▶ _What is required_:
The records below are to be reproduced exactly, with the pictures left out.

▶ _Data records_:

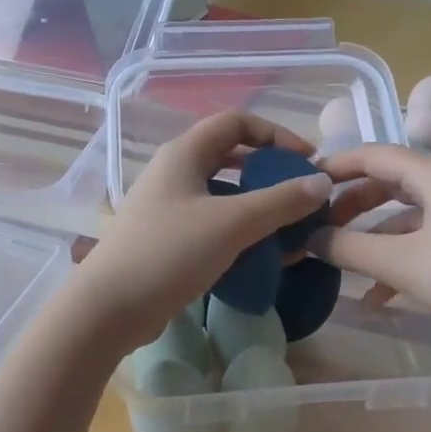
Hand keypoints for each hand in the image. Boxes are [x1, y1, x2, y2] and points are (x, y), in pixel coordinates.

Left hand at [73, 112, 331, 353]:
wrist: (109, 309)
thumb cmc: (169, 253)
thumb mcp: (232, 223)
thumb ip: (280, 201)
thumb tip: (322, 183)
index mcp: (184, 154)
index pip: (236, 122)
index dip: (276, 134)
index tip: (307, 161)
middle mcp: (174, 173)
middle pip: (231, 157)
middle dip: (270, 173)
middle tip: (301, 195)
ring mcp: (168, 207)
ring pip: (223, 195)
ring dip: (258, 207)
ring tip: (289, 230)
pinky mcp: (167, 240)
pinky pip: (213, 225)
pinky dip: (240, 233)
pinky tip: (261, 257)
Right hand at [313, 143, 430, 342]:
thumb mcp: (402, 262)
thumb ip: (350, 248)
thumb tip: (309, 239)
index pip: (373, 154)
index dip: (335, 165)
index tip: (303, 181)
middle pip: (389, 182)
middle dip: (351, 204)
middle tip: (319, 224)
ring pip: (406, 214)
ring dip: (373, 236)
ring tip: (341, 261)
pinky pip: (426, 239)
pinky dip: (399, 257)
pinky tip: (378, 296)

▶ _Written solution_:
Hand keypoints for each hand in the image. Boxes are [x1, y1, x2, y2] and points are (x, y), in pixel coordinates.

Left hand at [73, 112, 331, 353]:
wrist: (109, 309)
thumb cmc: (169, 253)
thumb mcp: (232, 223)
thumb ip: (280, 201)
thumb tip: (322, 183)
index mcp: (184, 154)
index pip: (236, 122)
index dip: (276, 134)
index tip: (307, 161)
middle mcp: (174, 173)
middle pip: (231, 157)
middle dip: (270, 173)
middle tip: (301, 195)
ring mcp: (168, 207)
ring pip: (223, 195)
ring dip: (258, 207)
ring tip: (289, 230)
pinky mcp: (167, 240)
pinky pip: (213, 225)
pinky dip: (240, 233)
pinky tip: (261, 257)
Right hand at [313, 143, 430, 342]:
thumb mcp: (402, 262)
thumb ip: (350, 248)
thumb tip: (309, 239)
index pip: (373, 154)
index dip: (335, 165)
index tip: (303, 181)
middle pip: (389, 182)
middle dip: (351, 204)
middle tip: (319, 224)
ring pip: (406, 214)
ring dip: (373, 236)
ring tip: (341, 261)
pinky pip: (426, 239)
pinky dip: (399, 257)
pinky tip: (378, 296)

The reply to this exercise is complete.